Examples: Traditional RDBMS (PostgreSQL, MySQL) on a single node or with synchronous replication in a tightly-coupled cluster.

Practical Implications

Networks are unreliable: Partitions happen in practice, so P is not optional. The real choice is between C and A during partitions.

Not binary: Real systems often provide tunable consistency levels (e.g., Cassandra's quorum reads/writes) allowing applications to choose their trade-off point.

Eventually consistent systems: Many AP systems provide eventual consistency—if writes stop, all replicas eventually converge to the same state.

Fundamental Problems

Certain problems are fundamental to distributed systems and have been extensively studied. Solutions to these problems form the building blocks of larger systems.

Consensus

The consensus problem requires a group of processes to agree on a single value, despite failures and asynchrony.

Properties:

  • Agreement: All non-faulty processes decide on the same value

  • Validity: The decided value was proposed by some process

  • Termination: All non-faulty processes eventually decide

FLP Impossibility: Fischer, Lynch, and Paterson proved that consensus is impossible in an asynchronous system with even one crash failure if we require deterministic termination.

Practical Solutions: Real systems circumvent FLP through:

  • Randomization (e.g., Ben-Or algorithm)

  • Partial synchrony assumptions (e.g., Paxos, Raft)

  • Failure detectors (detecting suspected failures)

Applications: Leader election, atomic commit (2PC, 3PC), state machine replication.

Leader Election

Select a single node from a group to coordinate actions, preventing conflicts and providing a single point of decision.

Challenges:

  • Handling simultaneous elections

  • Dealing with network partitions (split-brain)

  • Detecting leader failures

Algorithms: Bully algorithm, Ring algorithm, Paxos-based election, Raft leader election.

Use Cases: Distributed lock managers, cluster coordination (e.g., Zookeeper), primary-backup replication.

Distributed Transactions

Ensure atomicity across multiple nodes: either all operations commit or all abort.

Two-Phase Commit (2PC):

  • Phase 1 (Prepare): Coordinator asks all participants if they can commit

  • Phase 2 (Commit/Abort): Based on votes, coordinator tells all to commit or abort

Problem: Blocking protocol—if coordinator crashes after participants vote yes, they're stuck waiting.

Three-Phase Commit (3PC): Non-blocking variant that adds a pre-commit phase, but requires synchrony assumptions.

Modern Approaches: Eventual consistency, CRDTs (Conflict-free Replicated Data Types), consensus-based transactions (e.g., Spanner).

Mutual Exclusion

Ensure that only one process accesses a critical section at a time, without shared memory.

Approaches:

  • Token-based (circulating token)

  • Permission-based (Ricart-Agrawala algorithm)

  • Quorum-based

  • Coordinator-based (centralized lock manager)

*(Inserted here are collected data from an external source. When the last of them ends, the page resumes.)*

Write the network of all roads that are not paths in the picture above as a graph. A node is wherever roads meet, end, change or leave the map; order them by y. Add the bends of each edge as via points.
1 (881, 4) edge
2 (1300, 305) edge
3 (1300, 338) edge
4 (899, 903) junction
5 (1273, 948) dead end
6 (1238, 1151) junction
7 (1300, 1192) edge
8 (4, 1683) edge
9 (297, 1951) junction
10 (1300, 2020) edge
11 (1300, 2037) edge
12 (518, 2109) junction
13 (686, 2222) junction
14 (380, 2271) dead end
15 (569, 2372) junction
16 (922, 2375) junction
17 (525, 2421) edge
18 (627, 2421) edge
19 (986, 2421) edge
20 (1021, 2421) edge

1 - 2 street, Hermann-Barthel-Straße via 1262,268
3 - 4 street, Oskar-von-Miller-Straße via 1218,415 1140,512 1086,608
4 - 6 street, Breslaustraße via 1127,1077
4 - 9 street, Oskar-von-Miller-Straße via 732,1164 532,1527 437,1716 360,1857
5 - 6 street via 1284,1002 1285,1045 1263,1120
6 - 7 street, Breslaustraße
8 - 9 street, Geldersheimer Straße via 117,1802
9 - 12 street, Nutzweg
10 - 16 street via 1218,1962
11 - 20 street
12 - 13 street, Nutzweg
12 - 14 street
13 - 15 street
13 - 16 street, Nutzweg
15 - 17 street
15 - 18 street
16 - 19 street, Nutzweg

Metrics: Message complexity, latency, fault tolerance.

Consistency Models

Consistency models define the guarantees about the order and visibility of operations in a distributed system. Stronger models are easier to reason about but harder to implement efficiently.

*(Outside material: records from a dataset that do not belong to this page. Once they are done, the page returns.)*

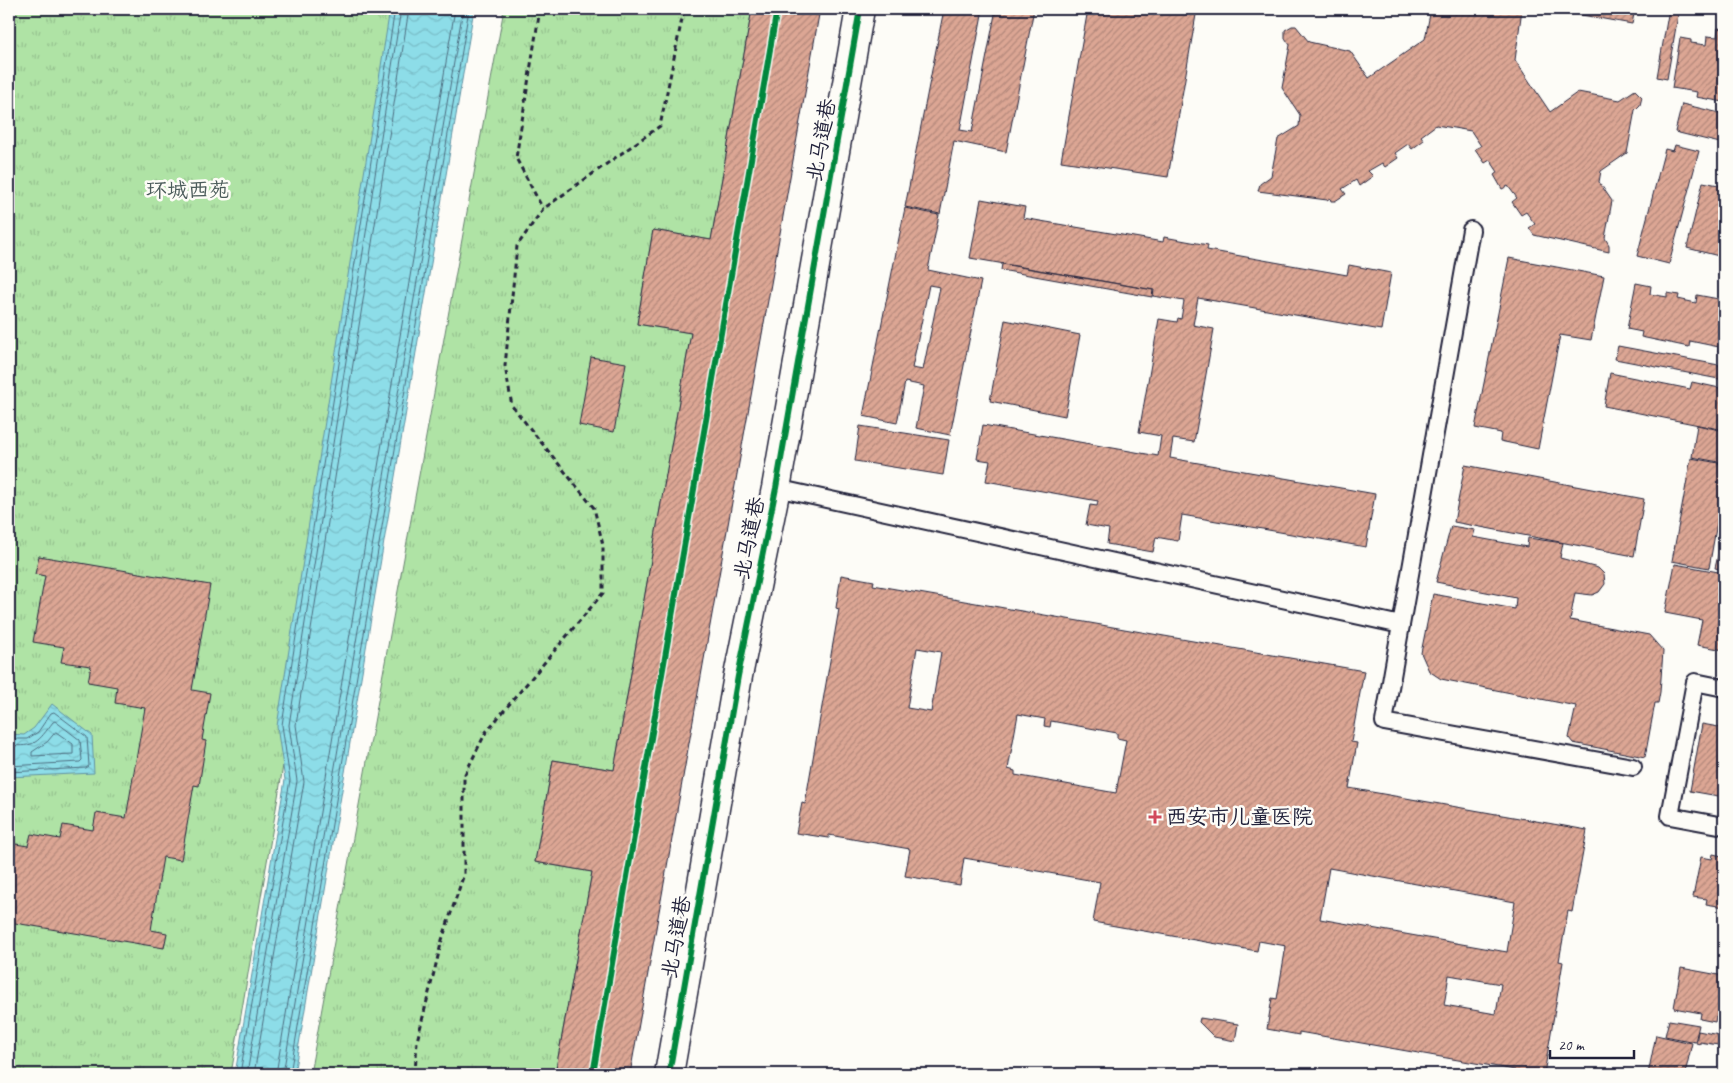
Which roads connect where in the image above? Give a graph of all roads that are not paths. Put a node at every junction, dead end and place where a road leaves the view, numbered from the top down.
1 (860, 9) edge
2 (1471, 230) dead end
3 (776, 488) junction
4 (1401, 624) junction
5 (1724, 688) edge
6 (1633, 767) dead end
7 (1724, 826) edge
8 (669, 1074) edge

1 - 3 street, 北马道巷
2 - 4 lane
3 - 4 lane
3 - 8 street, 北马道巷
4 - 6 lane
5 - 7 lane

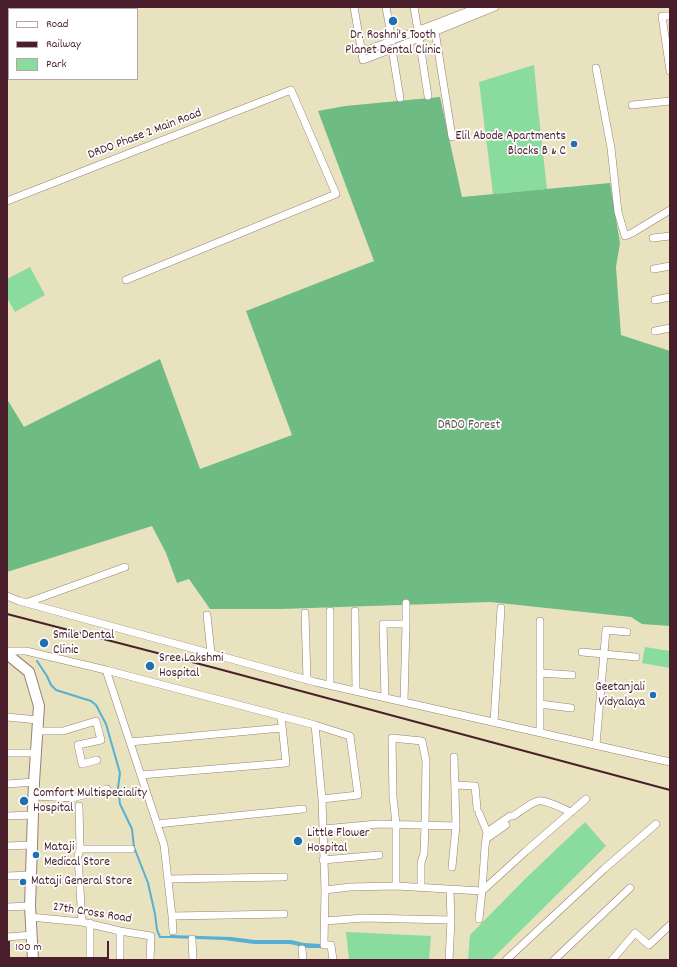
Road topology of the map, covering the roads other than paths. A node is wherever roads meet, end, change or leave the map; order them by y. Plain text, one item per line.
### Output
1 (354, 7) edge
2 (386, 7) edge
3 (414, 7) edge
4 (479, 7) edge
5 (495, 7) edge
6 (472, 13) junction
7 (670, 16) edge
8 (435, 31) junction
9 (418, 34) junction
10 (392, 41) junction
11 (392, 49) junction
12 (362, 52) junction
13 (596, 68) dead end
14 (670, 71) edge
15 (428, 96) dead end
16 (400, 98) dead end
17 (670, 101) edge
18 (632, 105) dead end
19 (452, 137) dead end
20 (7, 202) edge
21 (670, 210) edge
22 (670, 236) edge
23 (653, 238) dead end
24 (670, 266) edge
25 (654, 269) dead end
26 (126, 280) dead end
27 (670, 297) edge
28 (655, 300) dead end
29 (670, 328) edge
30 (654, 330) dead end
31 (125, 567) dead end
32 (7, 596) edge
33 (26, 603) junction
34 (406, 603) dead end
35 (501, 608) dead end
36 (330, 611) dead end
37 (355, 611) dead end
38 (305, 613) dead end
39 (207, 615) dead end
40 (540, 621) dead end
41 (406, 624) junction
42 (627, 632) dead end
43 (7, 651) edge
44 (582, 652) dead end
45 (210, 653) junction
46 (7, 654) edge
47 (604, 654) junction
48 (636, 657) dead end
49 (106, 670) junction
50 (540, 673) junction
51 (572, 675) dead end
52 (306, 680) junction
53 (330, 685) junction
54 (356, 691) junction
55 (385, 698) junction
56 (404, 702) junction
57 (540, 704) junction
58 (571, 708) dead end
59 (281, 716) junction
60 (7, 717) edge
61 (38, 720) junction
62 (494, 722) junction
63 (315, 725) junction
64 (282, 728) junction
65 (38, 731) junction
66 (540, 732) junction
67 (130, 742) junction
68 (596, 745) junction
69 (36, 752) junction
70 (7, 753) edge
71 (454, 757) dead end
72 (96, 760) dead end
73 (670, 762) edge
74 (141, 775) junction
75 (34, 782) junction
76 (7, 784) edge
77 (455, 785) junction
78 (107, 790) dead end
79 (34, 796) junction
80 (322, 799) junction
81 (586, 799) dead end
82 (79, 806) dead end
83 (303, 809) dead end
84 (571, 812) junction
85 (33, 815) junction
86 (7, 816) edge
87 (157, 824) junction
88 (396, 824) junction
89 (656, 824) dead end
90 (425, 825) junction
91 (456, 826) junction
92 (323, 828) junction
93 (486, 835) junction
94 (32, 845) junction
95 (7, 846) edge
96 (131, 848) dead end
97 (80, 849) junction
98 (379, 855) dead end
99 (323, 860) junction
100 (452, 867) dead end
101 (31, 875) junction
102 (7, 876) edge
103 (284, 877) dead end
104 (168, 879) junction
105 (396, 886) junction
106 (421, 887) junction
107 (630, 888) dead end
108 (324, 890) junction
109 (450, 890) junction
110 (482, 891) junction
111 (30, 906) junction
112 (7, 907) edge
113 (284, 914) dead end
114 (172, 916) junction
115 (30, 917) junction
116 (479, 919) dead end
117 (451, 920) junction
118 (325, 921) junction
119 (86, 923) junction
120 (670, 925) edge
121 (120, 931) junction
122 (173, 931) dead end
123 (32, 935) junction
124 (7, 937) edge
125 (192, 939) dead end
126 (302, 949) dead end
127 (33, 960) edge
128 (90, 960) edge
129 (120, 960) edge
130 (150, 960) edge
131 (193, 960) edge
132 (302, 960) edge
133 (333, 960) edge
134 (449, 960) edge
135 (506, 960) edge
136 (554, 960) edge
137 (612, 960) edge

1 - 12 street
2 - 10 street
3 - 9 street
4 - 6 street
5 - 6 street
6 - 8 street
6 - 9 street
7 - 14 street
8 - 9 street
8 - 19 street
9 - 10 street
9 - 11 street
9 - 15 street
10 - 12 street
11 - 12 street
11 - 16 street
13 - 21 street
17 - 18 street
20 - 26 street, DRDO Phase 2 Main Road
22 - 23 street
24 - 25 street
27 - 28 street
29 - 30 street
31 - 33 street
32 - 33 street
33 - 45 street
34 - 41 street
35 - 62 street
36 - 53 street
37 - 54 street
38 - 52 street
39 - 45 street
40 - 50 street
41 - 55 street
41 - 56 street
42 - 47 street
43 - 49 street
44 - 47 street
45 - 52 street
46 - 61 main road
47 - 48 street
47 - 68 street
49 - 59 street
49 - 67 street
50 - 51 street
50 - 57 street
52 - 53 street
53 - 54 street
54 - 55 street
55 - 56 street
56 - 62 street
57 - 58 street
57 - 66 street
59 - 63 street
59 - 64 street
60 - 61 street
61 - 65 main road
62 - 66 street
63 - 80 street
63 - 80 street
64 - 67 street
64 - 74 street
65 - 69 main road
65 - 72 street
66 - 68 street
67 - 74 street
68 - 73 street
69 - 70 street
69 - 75 main road
71 - 77 street
74 - 87 street
75 - 76 street
75 - 79 main road
77 - 91 street
77 - 93 street
78 - 79 street
79 - 85 main road
80 - 92 street
81 - 84 street
82 - 97 street
83 - 87 street
84 - 93 street
84 - 110 street
85 - 86 street
85 - 94 main road
87 - 104 street
88 - 90 street
88 - 90 street
88 - 92 street
88 - 105 street
89 - 135 street
90 - 91 street
90 - 106 street
91 - 100 street
92 - 99 street
93 - 110 street
94 - 95 street
94 - 101 main road
96 - 97 street
97 - 119 street
98 - 99 street
99 - 108 street
101 - 102 street
101 - 111 main road
103 - 104 street
104 - 114 street
105 - 106 street
105 - 108 street
106 - 109 street
107 - 136 street
108 - 118 street
109 - 110 street
109 - 117 street
110 - 116 street
111 - 112 street
111 - 115 main road
113 - 114 street
114 - 122 street
115 - 119 street, 27th Cross Road
115 - 123 main road
117 - 118 street
117 - 134 street
118 - 133 street
119 - 121 street, 27th Cross Road
119 - 128 street
120 - 137 street
121 - 129 street
121 - 130 street, 27th Cross Road
123 - 124 street
123 - 127 main road
125 - 131 street
126 - 132 street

Strong Consistency (Linearizability)

Operations appear to occur instantaneously at some point between invocation and completion. Equivalent to a single, global, correct order.

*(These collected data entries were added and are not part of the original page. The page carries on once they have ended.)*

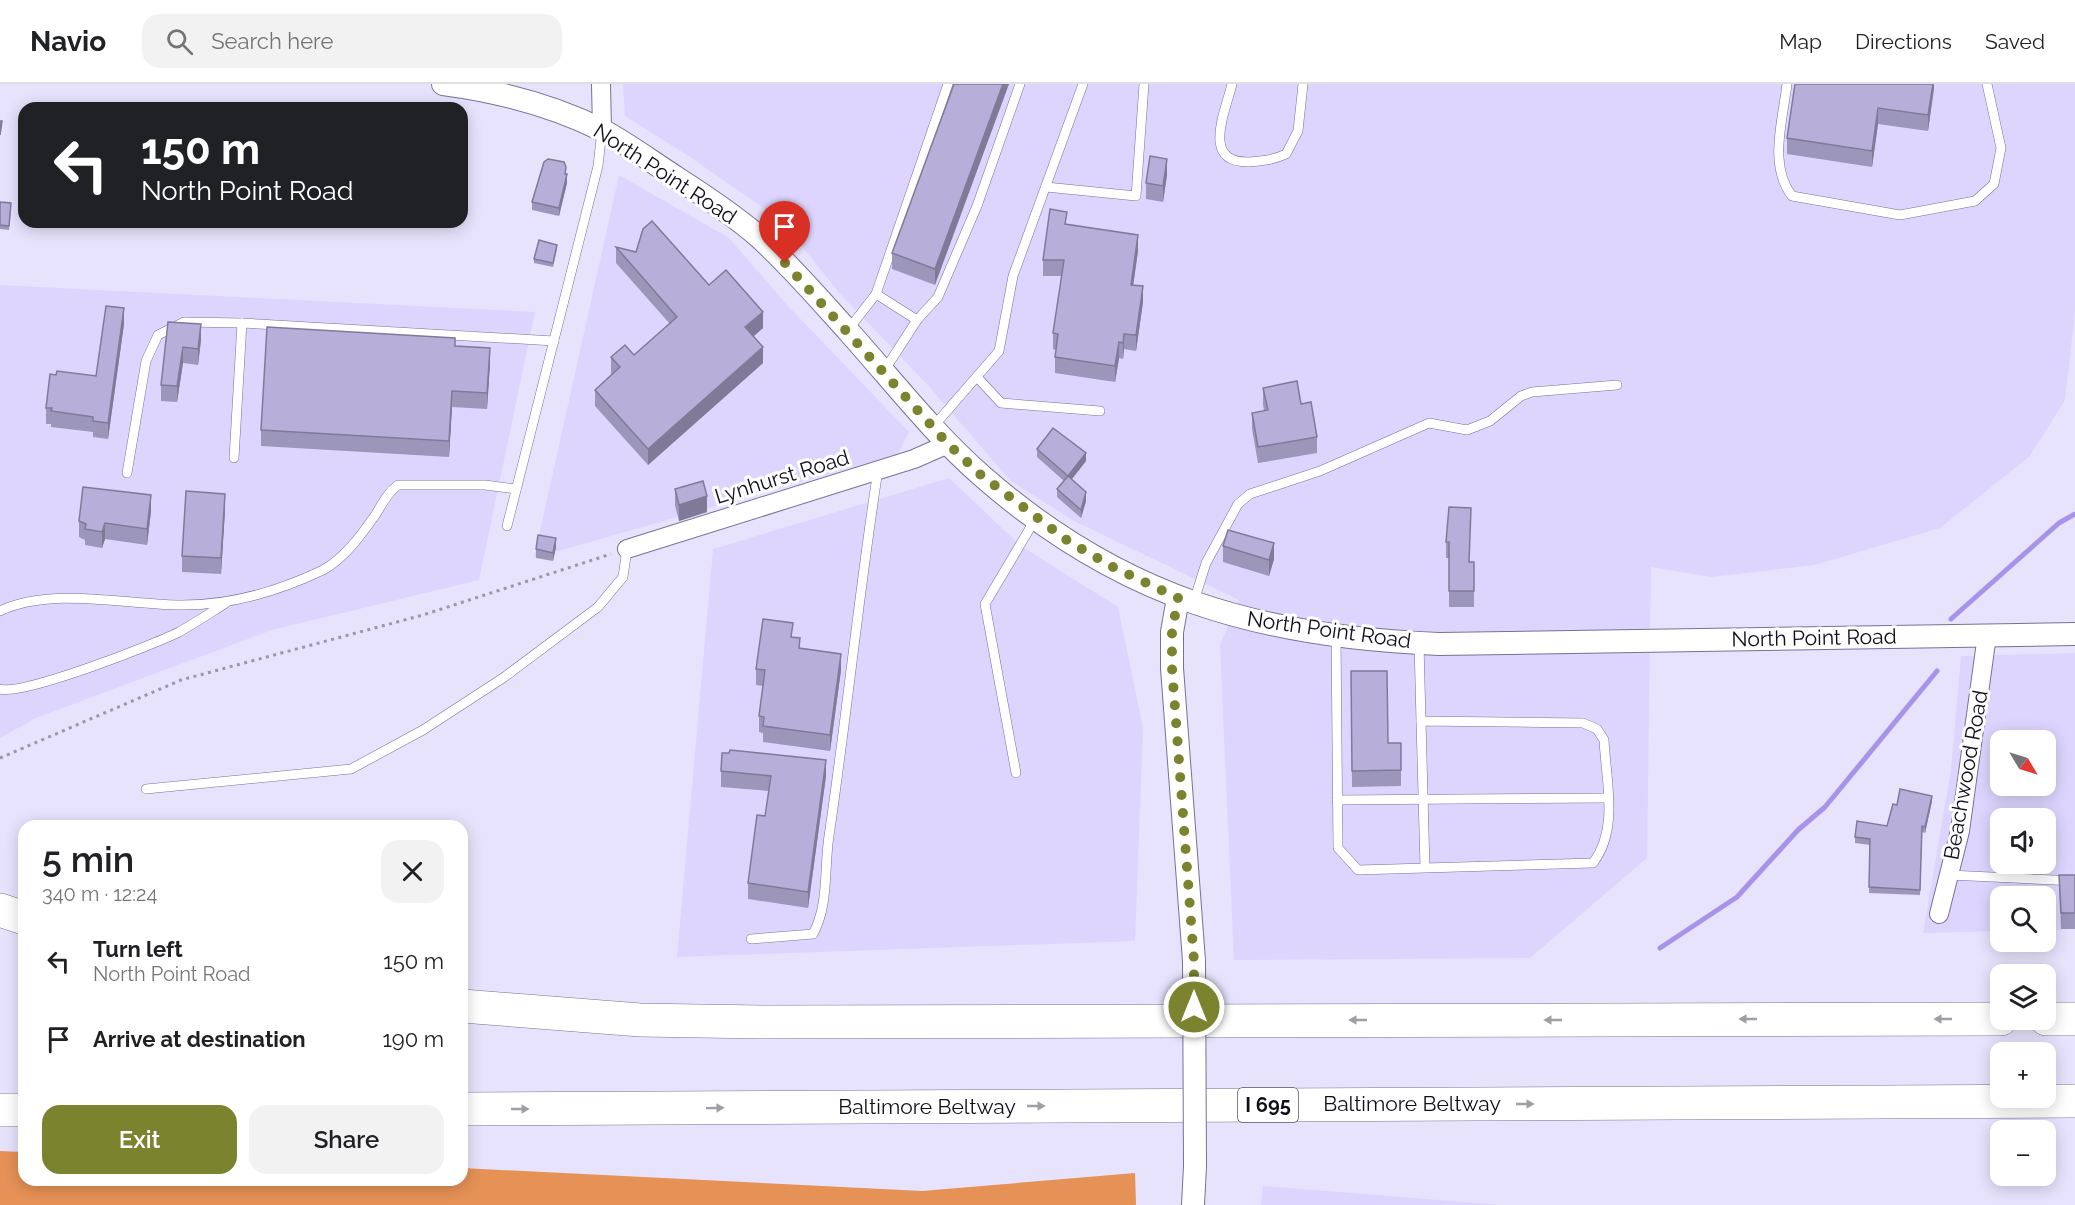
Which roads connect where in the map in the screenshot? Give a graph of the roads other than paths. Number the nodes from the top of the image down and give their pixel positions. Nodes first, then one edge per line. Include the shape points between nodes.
1 (443, 84) edge
2 (601, 84) edge
3 (948, 84) edge
4 (1020, 84) edge
5 (1083, 84) edge
6 (1144, 84) edge
7 (1232, 84) edge
8 (1303, 84) edge
9 (1788, 84) edge
10 (1987, 84) edge
11 (602, 130) junction
12 (1046, 188) junction
13 (876, 294) junction
14 (917, 320) junction
15 (242, 323) junction
16 (848, 330) junction
17 (554, 341) junction
18 (884, 371) junction
19 (977, 377) junction
20 (1617, 385) dead end
21 (1100, 411) dead end
22 (933, 427) junction
23 (948, 444) junction
24 (234, 458) dead end
25 (878, 470) junction
26 (127, 473) dead end
27 (516, 489) junction
28 (1036, 518) junction
29 (507, 526) dead end
30 (627, 549) joint
31 (1185, 601) junction
32 (228, 602) junction
33 (0, 611) edge
34 (2075, 634) edge
35 (1987, 635) junction
36 (1336, 636) junction
37 (1419, 643) junction
38 (0, 689) edge
39 (1421, 721) junction
40 (1016, 773) dead end
41 (146, 789) dead end
42 (1608, 798) junction
43 (1337, 800) junction
44 (1423, 800) junction
45 (1425, 868) junction
46 (1949, 875) junction
47 (2075, 881) edge
48 (0, 910) edge
49 (1939, 914) dead end
50 (18, 916) edge
51 (751, 939) dead end
52 (468, 1006) edge
53 (1990, 1019) edge
54 (2056, 1019) edge
55 (2075, 1019) edge
56 (2075, 1101) edge
57 (468, 1109) edge
58 (0, 1110) edge
59 (18, 1110) edge
60 (1193, 1205) edge

1 - 11 street, North Point Road via 523,102
2 - 11 street
3 - 13 lane
4 - 14 lane via 938,297
5 - 12 lane
6 - 12 lane via 1136,196
7 - 8 lane via 1220,145 1222,155 1242,162 1266,161 1286,154 1298,131
9 - 10 lane via 1778,156 1783,184 1792,196 1900,215 1975,201 1994,184 2001,148
11 - 16 street, North Point Road via 759,236
11 - 17 lane via 598,166
12 - 19 lane via 1013,276 999,351
13 - 14 lane
13 - 16 lane
14 - 18 lane
15 - 17 lane
15 - 24 lane
15 - 26 lane via 183,322 158,335 146,361
16 - 18 street, North Point Road
17 - 27 lane
18 - 22 street, North Point Road
19 - 21 lane via 1001,403
19 - 22 lane
20 - 31 lane via 1521,396 1490,421 1467,430 1429,423 1320,471 1250,494 1238,504
22 - 23 street, North Point Road
23 - 25 street, Lynhurst Road
23 - 28 street, North Point Road
25 - 30 street, Lynhurst Road
25 - 51 lane via 826,854 822,918 813,934
27 - 29 lane
27 - 32 lane via 398,485 348,550 326,568 279,589
28 - 31 street, North Point Road via 1113,567
28 - 40 lane via 985,604
30 - 41 lane via 623,577 598,607 503,678 423,730 351,769
31 - 36 street, North Point Road via 1243,619
31 - 60 street, bridge via 1172,632 1172,668 1194,961
32 - 33 lane via 178,605 53,599 14,604
32 - 38 lane via 178,632 118,656 30,687
34 - 35 street, North Point Road
35 - 37 street, North Point Road
35 - 46 street, Beachwood Road via 1960,831
36 - 37 street, North Point Road
36 - 43 lane
37 - 39 lane
39 - 42 lane via 1583,723 1597,729 1604,740
39 - 44 lane
42 - 44 lane
42 - 45 lane via 1609,827 1602,851 1593,863
43 - 44 lane
43 - 45 lane via 1338,848 1358,870
44 - 45 lane
46 - 47 lane
46 - 49 street, Beachwood Road
48 - 50 highway
53 -> 52 highway via 761,1022 640,1020
54 - 55 highway
57 -> 56 highway, Baltimore Beltway / I 695
58 - 59 highway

Guarantee: If operation A completes before operation B begins, then A appears before B in the global order.

Cost: High latency, reduced availability (requires coordination).

Example: Read returns the value of the most recent completed write.

Sequential Consistency

Operations appear to execute in some sequential order, and operations of each process appear in program order.

Weaker than linearizability: Doesn't respect real-time ordering across processes.

Example: All processes see writes in the same order, but not necessarily the real-time order.

Causal Consistency

Operations that are causally related must be seen in causal order by all processes. Concurrent operations may be seen in different orders by different processes.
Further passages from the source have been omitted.